Gossip asserted that the father of the child was a man of some standing, the bolder spirits even accusing Lord Engleton himself. But this was conjecture run wild, and nobody seriously listened to it.
Mrs. Walker was particularly scandalized with Mrs. Temperley’s ill-advised charity. Hadria had the habit of regarding the clergyman’s wife as another of society’s victims. She placed side by side the schoolmistress in her sorrow and disgrace, and the careworn woman at the Vicarage, with her eleven children, and her shrivelled nature, poor and dead as an autumn leaf that shivers before the wind. They had both suffered—so Mrs. Temperley dared to assert—in the same cause. They were both victims of the same creed. It was a terrible cultus, a savage idol that had devoured them both, as cruel and insatiable as the brazen god of old, with his internal fires, which the faithful fed devoutly, with shrinking girls and screaming children.
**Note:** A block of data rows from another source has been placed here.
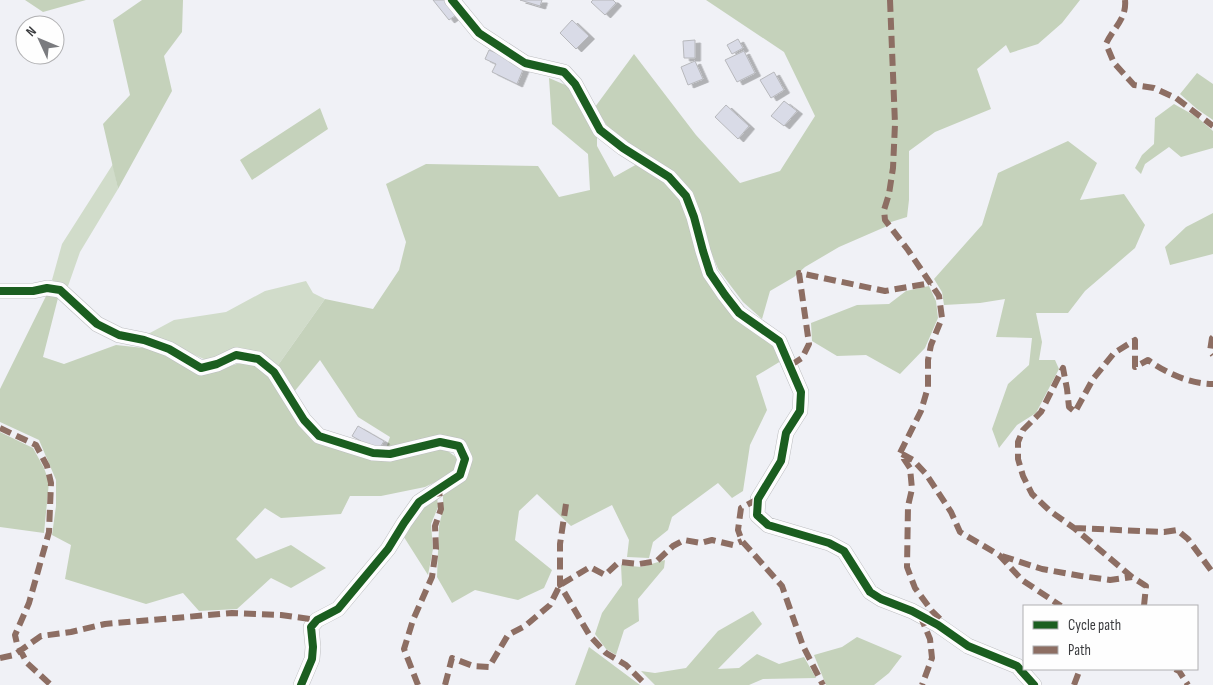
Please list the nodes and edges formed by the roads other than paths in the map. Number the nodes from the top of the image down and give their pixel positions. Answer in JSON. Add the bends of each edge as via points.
{"nodes":[{"id":1,"x":452,"y":0,"type":"edge"},
{"id":2,"x":0,"y":291,"type":"edge"},
{"id":3,"x":300,"y":685,"type":"edge"},
{"id":4,"x":1034,"y":685,"type":"edge"}],
"edges":[{"from":1,"to":4,"type":"street","via":[[479,33],[525,63],[564,72],[575,84],[600,130],[669,177],[686,196],[710,274],[739,312],[779,342],[801,392],[800,411],[786,433],[781,461],[758,499],[757,515],[768,525],[829,543],[844,551],[870,592],[938,625],[968,646],[1017,666]]},
{"from":2,"to":3,"type":"street","via":[[60,290],[97,324],[119,335],[169,349],[201,368],[236,356],[258,359],[274,372],[318,436],[373,453],[390,454],[440,442],[459,446],[465,459],[460,475],[420,502],[356,589],[338,609],[311,627],[312,659]]}]}
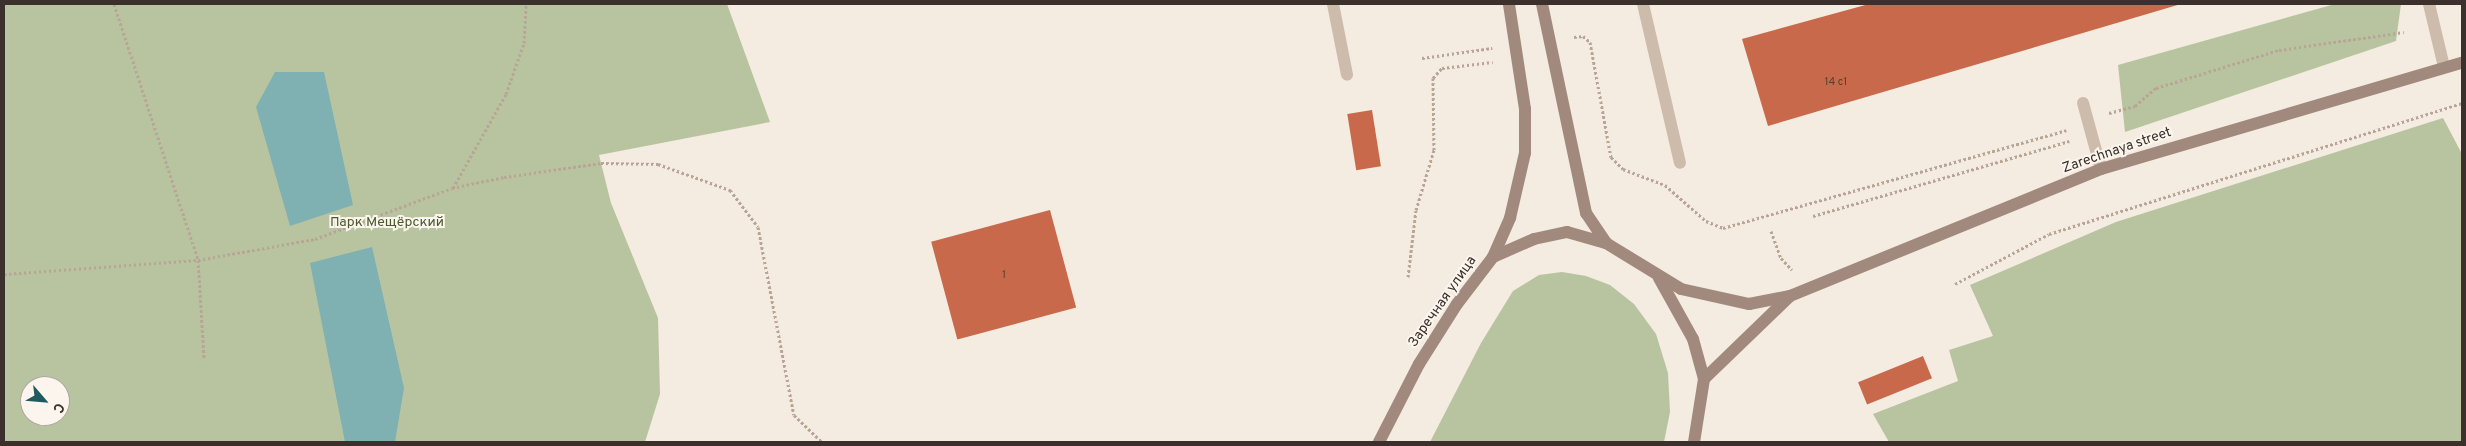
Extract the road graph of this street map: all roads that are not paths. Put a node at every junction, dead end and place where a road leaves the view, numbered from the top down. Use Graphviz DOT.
graph roads {
  1 [pos="1333,4"];
  2 [pos="1509,4"];
  3 [pos="1542,4"];
  4 [pos="1644,4"];
  5 [pos="2429,4"];
  6 [pos="2462,64"];
  7 [pos="2444,67"];
  8 [pos="1347,75"];
  9 [pos="2083,102"];
  10 [pos="1680,163"];
  11 [pos="2101,169"];
  12 [pos="1606,242"];
  13 [pos="1493,257"];
  14 [pos="1659,278"];
  15 [pos="1790,296"];
  16 [pos="1704,379"];
  17 [pos="1379,442"];
  18 [pos="1694,442"];
  1 -- 8 [label="street"];
  2 -- 13 [label="street"];
  3 -- 12 [label="street"];
  4 -- 10 [label="street"];
  5 -- 7 [label="street"];
  6 -- 7 [label="street, Zarechnaya street"];
  7 -- 11 [label="street, Zarechnaya street"];
  9 -- 11 [label="street"];
  11 -- 15 [label="street, Zarechnaya street"];
  12 -- 13 [label="street, Заречная улица"];
  12 -- 14 [label="street, Заречная улица"];
  13 -- 17 [label="street, Заречная улица"];
  14 -- 15 [label="street, Zarechnaya street"];
  14 -- 16 [label="street, Заречная улица"];
  15 -- 16 [label="street, Zarechnaya street"];
  16 -- 18 [label="street, Заречная улица"];
}
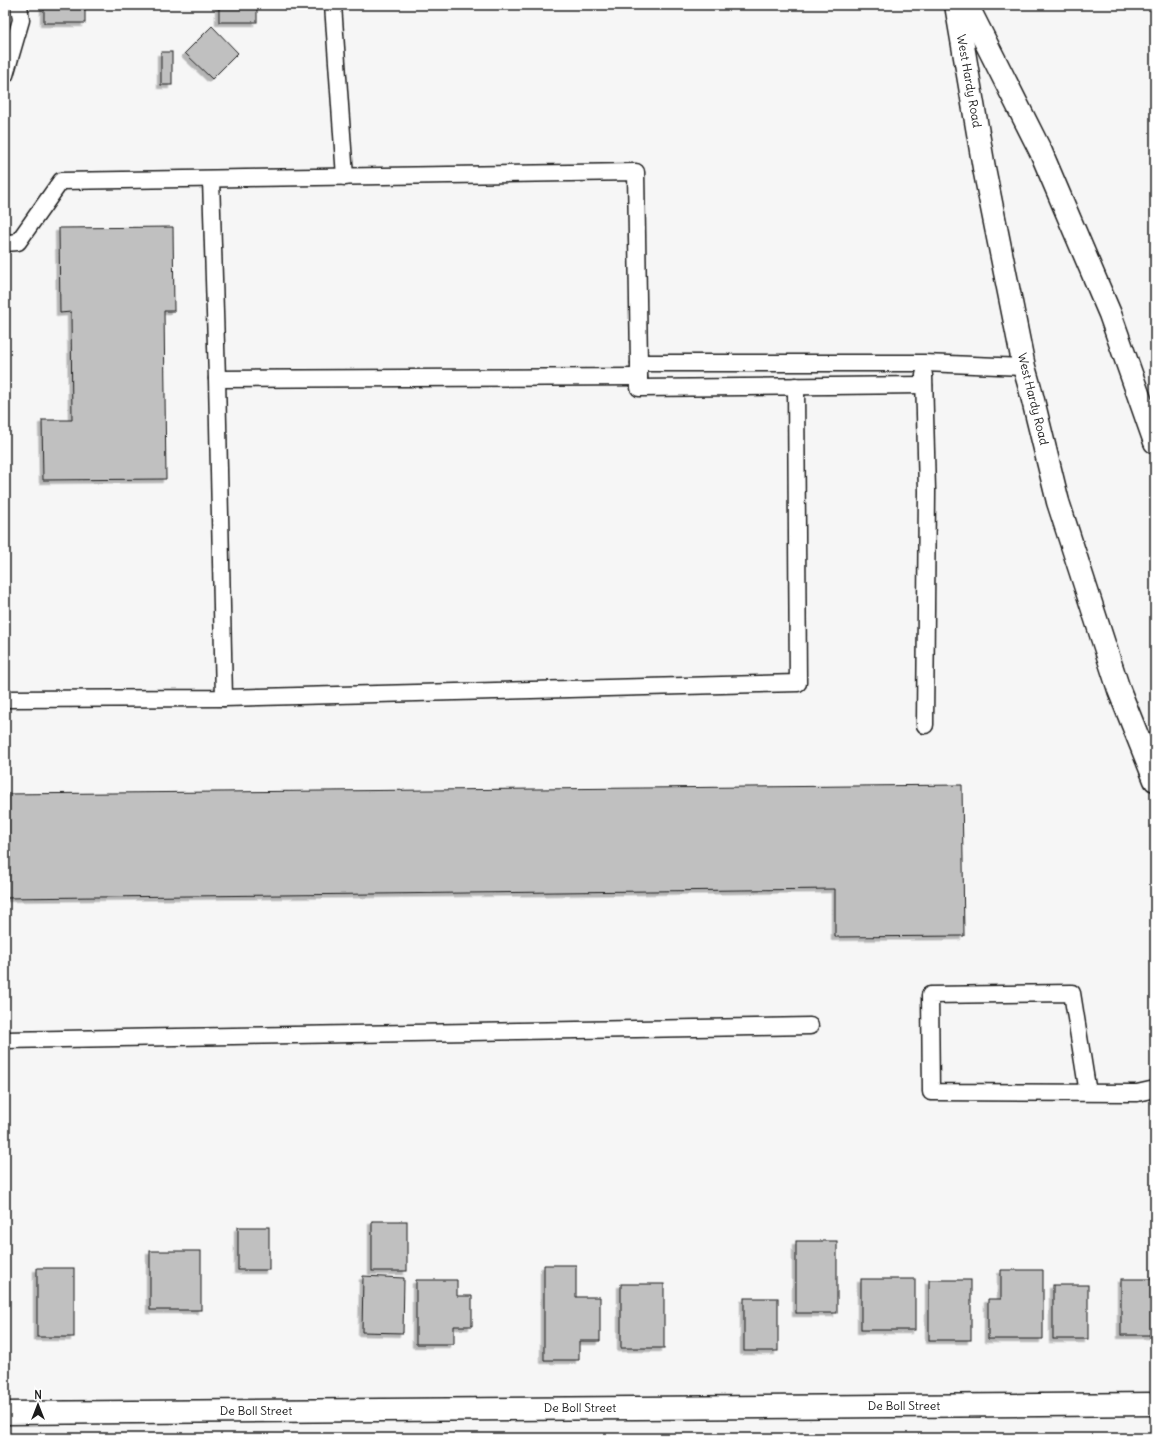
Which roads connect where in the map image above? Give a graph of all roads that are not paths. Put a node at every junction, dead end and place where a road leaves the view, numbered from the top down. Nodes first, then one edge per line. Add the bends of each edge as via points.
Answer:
1 (19, 5) edge
2 (333, 5) edge
3 (956, 5) edge
4 (967, 5) edge
5 (5, 75) edge
6 (345, 177) junction
7 (211, 179) junction
8 (5, 243) edge
9 (924, 363) junction
10 (1024, 367) junction
11 (639, 370) junction
12 (217, 379) junction
13 (924, 385) junction
14 (796, 386) junction
15 (1155, 442) edge
16 (224, 698) junction
17 (5, 699) edge
18 (925, 725) dead end
19 (1155, 780) edge
20 (810, 1026) dead end
21 (5, 1040) edge
22 (1155, 1089) edge
23 (1088, 1093) junction
24 (1155, 1404) edge
25 (5, 1413) edge

1 - 5 lane via 21,20
2 - 6 lane
3 - 10 main road, West Hardy Road via 984,168
4 - 15 main road via 1041,152 1110,314
6 - 7 lane
6 - 11 lane via 636,172
7 - 8 lane via 61,181 18,242
7 - 12 lane
9 - 10 lane
9 - 11 lane via 666,362
9 - 13 lane
10 - 19 main road, West Hardy Road via 1060,509 1118,690
11 - 12 lane
11 - 14 lane via 639,388
12 - 16 lane
13 - 14 lane
13 - 18 lane via 927,491
14 - 16 lane via 798,683
16 - 17 lane
20 - 21 lane
22 - 23 lane via 1137,1093
23 - 23 lane via 931,1092 930,995 1072,993
24 - 25 main road, De Boll Street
“I still fail to understand why you adopt this child,” said Valeria. “My Caterina would never have done it.”
“The little creature interests me,” said Hadria. “It is a tiny field for the exercise of the creative forces. Every one has some form of active amusement. Some like golf, others flirtation. I prefer this sort of diversion.”
“But you have your own children to interest you, surely far more than this one.”
Hadria’s face grew set and defiant.
“They represent to me the insult of society—my own private and particular insult, the tribute exacted of my womanhood. It is through them that I am to be subdued and humbled. Just once in a way, however, the thing does not quite ‘come off.’”
“What has set you on edge so, I wonder.”